YOUR INSTRUCTIONS:
Look for the word "first" in the data below, and copy every line that holds it.
*** RECORDS FOR THIS EXERCISE Section Begins ***
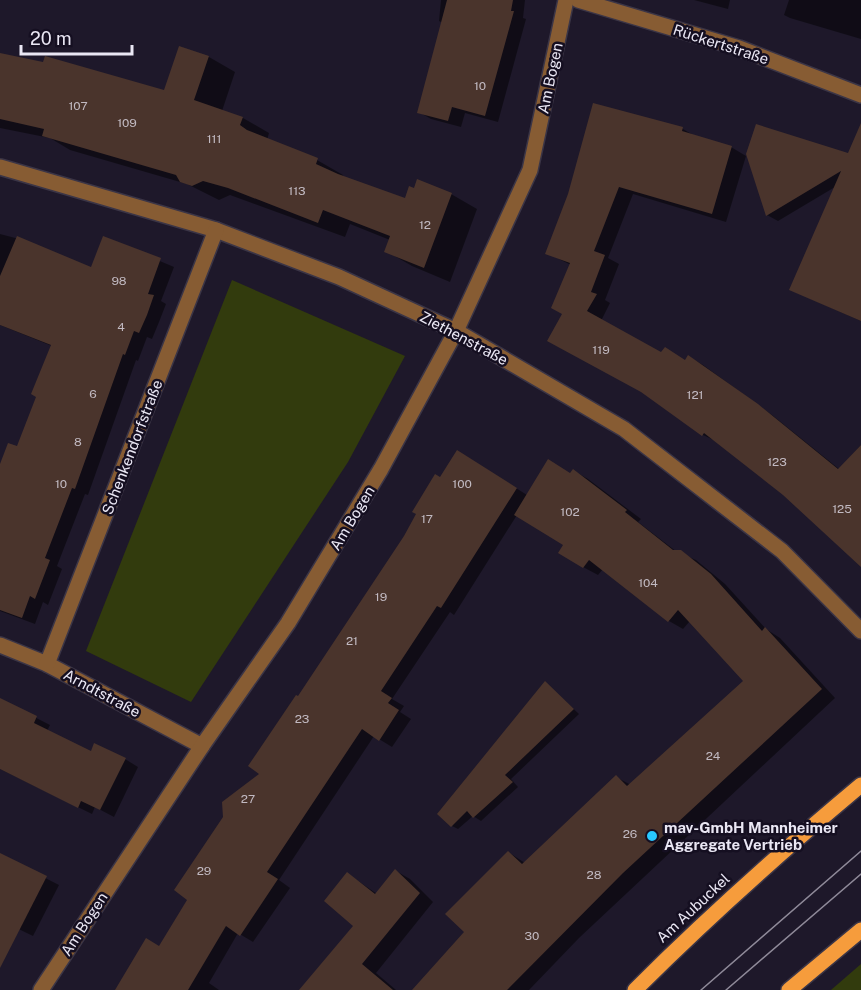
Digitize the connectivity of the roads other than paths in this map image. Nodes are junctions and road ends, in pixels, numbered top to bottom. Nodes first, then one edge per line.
*** RECORDS FOR THIS EXERCISE Section Ends ***
*** RECORDS FOR THIS EXERCISE Section Begins ***
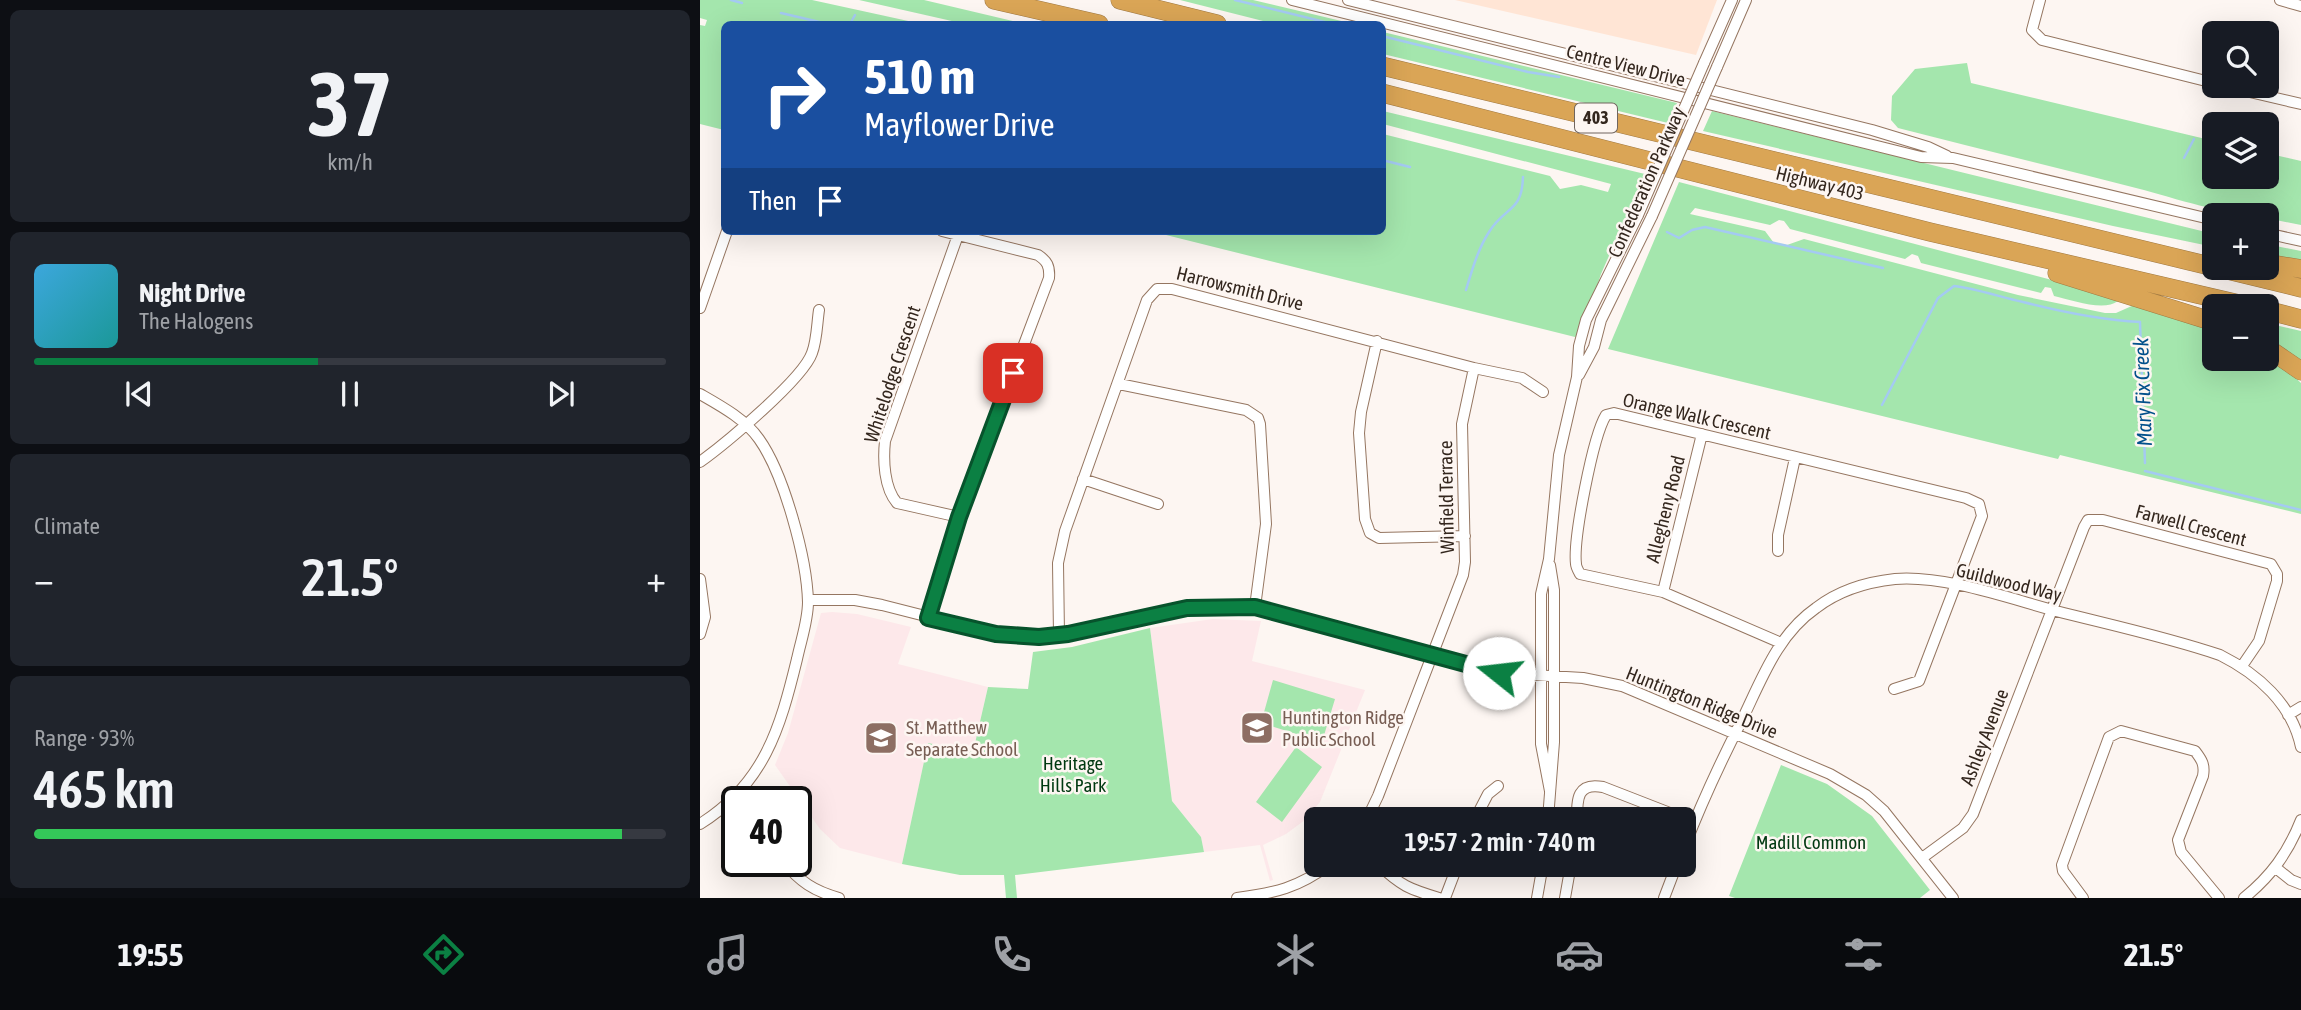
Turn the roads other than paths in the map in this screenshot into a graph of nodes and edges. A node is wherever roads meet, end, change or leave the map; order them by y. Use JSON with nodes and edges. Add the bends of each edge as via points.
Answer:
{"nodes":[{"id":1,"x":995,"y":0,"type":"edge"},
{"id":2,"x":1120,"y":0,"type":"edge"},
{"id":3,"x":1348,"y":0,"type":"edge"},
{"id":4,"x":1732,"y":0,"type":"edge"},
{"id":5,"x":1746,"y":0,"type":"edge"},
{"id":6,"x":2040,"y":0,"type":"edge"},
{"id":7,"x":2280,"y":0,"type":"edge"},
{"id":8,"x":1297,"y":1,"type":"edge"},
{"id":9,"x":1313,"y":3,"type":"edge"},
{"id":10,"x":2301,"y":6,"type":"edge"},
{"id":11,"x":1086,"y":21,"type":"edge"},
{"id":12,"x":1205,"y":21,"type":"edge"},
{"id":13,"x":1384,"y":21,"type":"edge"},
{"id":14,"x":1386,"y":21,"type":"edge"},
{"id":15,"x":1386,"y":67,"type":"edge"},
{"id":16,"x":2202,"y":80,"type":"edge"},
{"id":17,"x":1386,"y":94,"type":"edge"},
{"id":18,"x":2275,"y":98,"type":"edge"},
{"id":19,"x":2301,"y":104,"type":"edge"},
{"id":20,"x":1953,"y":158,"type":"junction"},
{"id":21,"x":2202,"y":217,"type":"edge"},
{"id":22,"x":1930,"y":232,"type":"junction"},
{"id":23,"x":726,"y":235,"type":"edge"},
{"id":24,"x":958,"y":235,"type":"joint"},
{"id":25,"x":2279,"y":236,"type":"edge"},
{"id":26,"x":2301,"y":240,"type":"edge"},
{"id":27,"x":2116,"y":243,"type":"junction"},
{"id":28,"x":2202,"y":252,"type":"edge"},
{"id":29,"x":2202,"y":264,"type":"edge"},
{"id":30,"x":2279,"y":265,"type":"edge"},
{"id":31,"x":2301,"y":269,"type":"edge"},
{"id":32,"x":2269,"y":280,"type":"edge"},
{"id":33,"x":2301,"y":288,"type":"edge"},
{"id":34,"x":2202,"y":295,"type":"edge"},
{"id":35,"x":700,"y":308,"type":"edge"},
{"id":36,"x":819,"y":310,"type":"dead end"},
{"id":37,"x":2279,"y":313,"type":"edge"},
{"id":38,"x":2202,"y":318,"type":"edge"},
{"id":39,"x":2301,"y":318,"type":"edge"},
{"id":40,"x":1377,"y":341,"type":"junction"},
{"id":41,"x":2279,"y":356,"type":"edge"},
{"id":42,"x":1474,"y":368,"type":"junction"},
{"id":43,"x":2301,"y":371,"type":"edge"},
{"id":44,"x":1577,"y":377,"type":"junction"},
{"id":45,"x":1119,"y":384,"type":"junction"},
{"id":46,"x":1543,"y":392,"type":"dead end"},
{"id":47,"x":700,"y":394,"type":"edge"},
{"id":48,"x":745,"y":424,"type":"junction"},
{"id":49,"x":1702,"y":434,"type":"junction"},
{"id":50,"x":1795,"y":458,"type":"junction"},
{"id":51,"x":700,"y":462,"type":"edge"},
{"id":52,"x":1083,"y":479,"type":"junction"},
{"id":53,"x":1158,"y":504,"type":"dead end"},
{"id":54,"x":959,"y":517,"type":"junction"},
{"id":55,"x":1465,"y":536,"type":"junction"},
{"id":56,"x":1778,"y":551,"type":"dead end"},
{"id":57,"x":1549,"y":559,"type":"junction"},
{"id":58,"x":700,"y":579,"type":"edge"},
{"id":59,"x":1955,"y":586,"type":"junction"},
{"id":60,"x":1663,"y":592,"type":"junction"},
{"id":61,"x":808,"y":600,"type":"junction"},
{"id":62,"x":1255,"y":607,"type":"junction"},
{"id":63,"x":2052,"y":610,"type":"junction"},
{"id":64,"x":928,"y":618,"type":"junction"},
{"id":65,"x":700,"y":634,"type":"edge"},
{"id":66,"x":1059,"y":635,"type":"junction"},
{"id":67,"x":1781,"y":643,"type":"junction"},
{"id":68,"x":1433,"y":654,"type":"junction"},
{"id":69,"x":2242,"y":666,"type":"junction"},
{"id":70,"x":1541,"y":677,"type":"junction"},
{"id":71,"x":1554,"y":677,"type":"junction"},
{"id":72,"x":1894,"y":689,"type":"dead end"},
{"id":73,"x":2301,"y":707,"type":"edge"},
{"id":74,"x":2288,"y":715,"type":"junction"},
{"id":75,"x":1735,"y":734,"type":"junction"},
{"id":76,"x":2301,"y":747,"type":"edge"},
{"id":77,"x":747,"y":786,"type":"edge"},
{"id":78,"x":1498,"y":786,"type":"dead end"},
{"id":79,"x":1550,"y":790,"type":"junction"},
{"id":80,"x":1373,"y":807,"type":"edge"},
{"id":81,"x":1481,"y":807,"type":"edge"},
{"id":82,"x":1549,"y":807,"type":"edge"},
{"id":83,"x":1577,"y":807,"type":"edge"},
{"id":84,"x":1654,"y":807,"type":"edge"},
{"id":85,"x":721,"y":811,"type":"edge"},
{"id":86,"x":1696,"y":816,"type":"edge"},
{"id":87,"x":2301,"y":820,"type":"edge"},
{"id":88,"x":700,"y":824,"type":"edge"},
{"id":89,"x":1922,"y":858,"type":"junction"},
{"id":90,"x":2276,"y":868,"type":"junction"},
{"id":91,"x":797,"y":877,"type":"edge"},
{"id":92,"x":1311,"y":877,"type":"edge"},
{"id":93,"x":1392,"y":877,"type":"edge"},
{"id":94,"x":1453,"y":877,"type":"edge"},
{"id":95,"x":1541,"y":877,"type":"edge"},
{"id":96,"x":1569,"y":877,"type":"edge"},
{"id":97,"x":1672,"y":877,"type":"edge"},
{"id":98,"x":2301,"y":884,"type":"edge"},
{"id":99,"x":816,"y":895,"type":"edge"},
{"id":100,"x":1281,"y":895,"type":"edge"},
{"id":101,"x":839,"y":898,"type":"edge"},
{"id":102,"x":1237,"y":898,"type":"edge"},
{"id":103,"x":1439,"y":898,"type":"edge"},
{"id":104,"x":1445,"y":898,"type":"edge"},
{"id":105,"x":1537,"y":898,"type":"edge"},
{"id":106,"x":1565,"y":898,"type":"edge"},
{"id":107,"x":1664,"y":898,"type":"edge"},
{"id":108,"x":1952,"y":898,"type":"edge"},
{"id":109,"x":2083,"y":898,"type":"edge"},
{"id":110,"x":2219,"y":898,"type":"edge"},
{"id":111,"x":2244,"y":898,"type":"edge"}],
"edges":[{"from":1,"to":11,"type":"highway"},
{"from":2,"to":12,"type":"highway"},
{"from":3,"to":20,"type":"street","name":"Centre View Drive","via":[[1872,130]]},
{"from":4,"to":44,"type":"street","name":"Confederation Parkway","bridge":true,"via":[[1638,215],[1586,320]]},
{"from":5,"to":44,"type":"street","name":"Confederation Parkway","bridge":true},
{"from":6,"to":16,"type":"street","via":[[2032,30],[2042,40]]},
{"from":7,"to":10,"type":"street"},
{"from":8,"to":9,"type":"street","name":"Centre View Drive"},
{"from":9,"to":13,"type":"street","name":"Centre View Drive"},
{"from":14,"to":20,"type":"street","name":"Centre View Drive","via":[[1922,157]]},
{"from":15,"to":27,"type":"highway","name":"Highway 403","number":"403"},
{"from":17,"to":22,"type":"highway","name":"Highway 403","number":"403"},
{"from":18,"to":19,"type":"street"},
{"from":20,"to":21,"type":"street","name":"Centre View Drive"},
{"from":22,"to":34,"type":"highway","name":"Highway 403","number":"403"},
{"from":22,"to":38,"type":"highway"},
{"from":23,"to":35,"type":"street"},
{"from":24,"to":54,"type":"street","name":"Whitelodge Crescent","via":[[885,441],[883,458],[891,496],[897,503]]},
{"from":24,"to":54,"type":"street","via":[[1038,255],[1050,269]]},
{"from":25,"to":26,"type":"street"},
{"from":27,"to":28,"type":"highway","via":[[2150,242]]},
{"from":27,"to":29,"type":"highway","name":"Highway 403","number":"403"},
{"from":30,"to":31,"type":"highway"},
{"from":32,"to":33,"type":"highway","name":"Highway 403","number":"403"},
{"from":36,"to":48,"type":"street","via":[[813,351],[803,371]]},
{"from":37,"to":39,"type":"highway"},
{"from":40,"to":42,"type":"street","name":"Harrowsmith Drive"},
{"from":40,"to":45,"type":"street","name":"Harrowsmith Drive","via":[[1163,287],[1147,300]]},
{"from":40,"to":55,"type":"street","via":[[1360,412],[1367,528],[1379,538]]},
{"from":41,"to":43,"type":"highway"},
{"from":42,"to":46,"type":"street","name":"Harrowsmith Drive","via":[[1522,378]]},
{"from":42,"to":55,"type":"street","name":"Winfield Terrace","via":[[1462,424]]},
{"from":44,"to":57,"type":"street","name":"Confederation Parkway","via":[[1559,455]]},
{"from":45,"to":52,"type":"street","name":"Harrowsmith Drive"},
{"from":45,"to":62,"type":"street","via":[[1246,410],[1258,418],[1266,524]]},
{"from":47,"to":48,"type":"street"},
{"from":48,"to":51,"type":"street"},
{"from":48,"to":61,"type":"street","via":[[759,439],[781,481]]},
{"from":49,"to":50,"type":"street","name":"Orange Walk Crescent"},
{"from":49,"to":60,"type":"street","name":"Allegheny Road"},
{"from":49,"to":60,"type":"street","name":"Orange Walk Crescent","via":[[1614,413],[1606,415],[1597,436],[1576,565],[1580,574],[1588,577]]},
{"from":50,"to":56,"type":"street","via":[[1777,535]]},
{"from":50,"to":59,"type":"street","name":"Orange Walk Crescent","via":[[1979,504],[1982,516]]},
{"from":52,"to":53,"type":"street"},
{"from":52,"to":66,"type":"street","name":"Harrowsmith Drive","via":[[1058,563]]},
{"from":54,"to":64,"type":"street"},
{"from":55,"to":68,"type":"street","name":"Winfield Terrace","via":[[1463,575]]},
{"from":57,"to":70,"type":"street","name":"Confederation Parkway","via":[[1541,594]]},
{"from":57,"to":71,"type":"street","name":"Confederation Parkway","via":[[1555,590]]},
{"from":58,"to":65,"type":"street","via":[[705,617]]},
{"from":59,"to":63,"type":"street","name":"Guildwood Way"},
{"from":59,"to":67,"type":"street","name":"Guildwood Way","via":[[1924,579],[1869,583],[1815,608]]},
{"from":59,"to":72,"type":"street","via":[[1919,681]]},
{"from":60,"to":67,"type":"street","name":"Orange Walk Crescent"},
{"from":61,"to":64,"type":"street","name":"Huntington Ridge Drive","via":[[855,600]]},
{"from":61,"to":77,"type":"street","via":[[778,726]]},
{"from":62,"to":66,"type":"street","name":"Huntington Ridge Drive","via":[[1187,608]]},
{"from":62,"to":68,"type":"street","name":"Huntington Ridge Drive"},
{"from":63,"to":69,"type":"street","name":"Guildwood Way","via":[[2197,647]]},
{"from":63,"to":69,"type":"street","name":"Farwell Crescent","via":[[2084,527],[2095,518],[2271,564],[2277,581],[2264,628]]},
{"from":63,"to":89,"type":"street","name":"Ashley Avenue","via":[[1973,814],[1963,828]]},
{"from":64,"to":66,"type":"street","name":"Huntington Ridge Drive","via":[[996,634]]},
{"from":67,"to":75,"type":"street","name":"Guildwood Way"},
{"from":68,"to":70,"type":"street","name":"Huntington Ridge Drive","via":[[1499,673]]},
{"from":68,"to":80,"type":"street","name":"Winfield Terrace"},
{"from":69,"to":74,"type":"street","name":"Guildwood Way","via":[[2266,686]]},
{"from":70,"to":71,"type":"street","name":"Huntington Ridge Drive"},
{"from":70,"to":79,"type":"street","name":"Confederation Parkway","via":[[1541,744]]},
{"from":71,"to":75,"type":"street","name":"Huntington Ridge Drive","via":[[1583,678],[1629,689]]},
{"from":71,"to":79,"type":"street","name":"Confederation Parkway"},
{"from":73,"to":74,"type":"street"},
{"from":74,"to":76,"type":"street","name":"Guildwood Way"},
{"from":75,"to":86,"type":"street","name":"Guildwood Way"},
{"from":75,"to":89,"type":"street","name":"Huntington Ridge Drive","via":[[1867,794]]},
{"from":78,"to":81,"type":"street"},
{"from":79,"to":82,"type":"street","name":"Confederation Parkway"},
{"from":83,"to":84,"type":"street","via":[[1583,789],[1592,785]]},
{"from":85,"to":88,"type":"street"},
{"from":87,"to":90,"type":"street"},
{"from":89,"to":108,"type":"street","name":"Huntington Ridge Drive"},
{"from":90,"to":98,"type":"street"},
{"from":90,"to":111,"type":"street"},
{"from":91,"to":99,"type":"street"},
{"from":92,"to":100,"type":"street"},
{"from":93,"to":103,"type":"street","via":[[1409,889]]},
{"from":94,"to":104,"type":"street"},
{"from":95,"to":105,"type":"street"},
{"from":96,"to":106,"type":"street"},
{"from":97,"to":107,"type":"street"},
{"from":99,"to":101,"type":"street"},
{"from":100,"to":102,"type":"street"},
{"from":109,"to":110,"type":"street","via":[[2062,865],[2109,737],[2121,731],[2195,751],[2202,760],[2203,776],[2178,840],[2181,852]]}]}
*** RECORDS FOR THIS EXERCISE Section Ends ***
*** RECORDS FOR THIS EXERCISE Section Begins ***
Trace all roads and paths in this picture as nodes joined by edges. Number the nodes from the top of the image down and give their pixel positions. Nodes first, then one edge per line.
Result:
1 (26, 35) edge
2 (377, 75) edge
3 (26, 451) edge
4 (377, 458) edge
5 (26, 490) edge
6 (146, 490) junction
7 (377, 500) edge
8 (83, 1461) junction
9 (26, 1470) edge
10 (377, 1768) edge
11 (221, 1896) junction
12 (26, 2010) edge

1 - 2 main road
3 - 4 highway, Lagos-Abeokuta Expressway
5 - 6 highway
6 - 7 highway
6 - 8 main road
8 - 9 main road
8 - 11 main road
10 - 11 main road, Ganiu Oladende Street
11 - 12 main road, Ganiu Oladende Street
*** RECORDS FOR THIS EXERCISE Section Ends ***
TASK RESULT:
Digitize the connectivity of the roads other than paths in this map image. Nodes are junctions and road ends, in pixels, numbered top to bottom. Nodes first, then one edge per line.
Trace all roads and paths in this picture as nodes joined by edges. Number the nodes from the top of the image down and give their pixel positions. Nodes first, then one edge per line.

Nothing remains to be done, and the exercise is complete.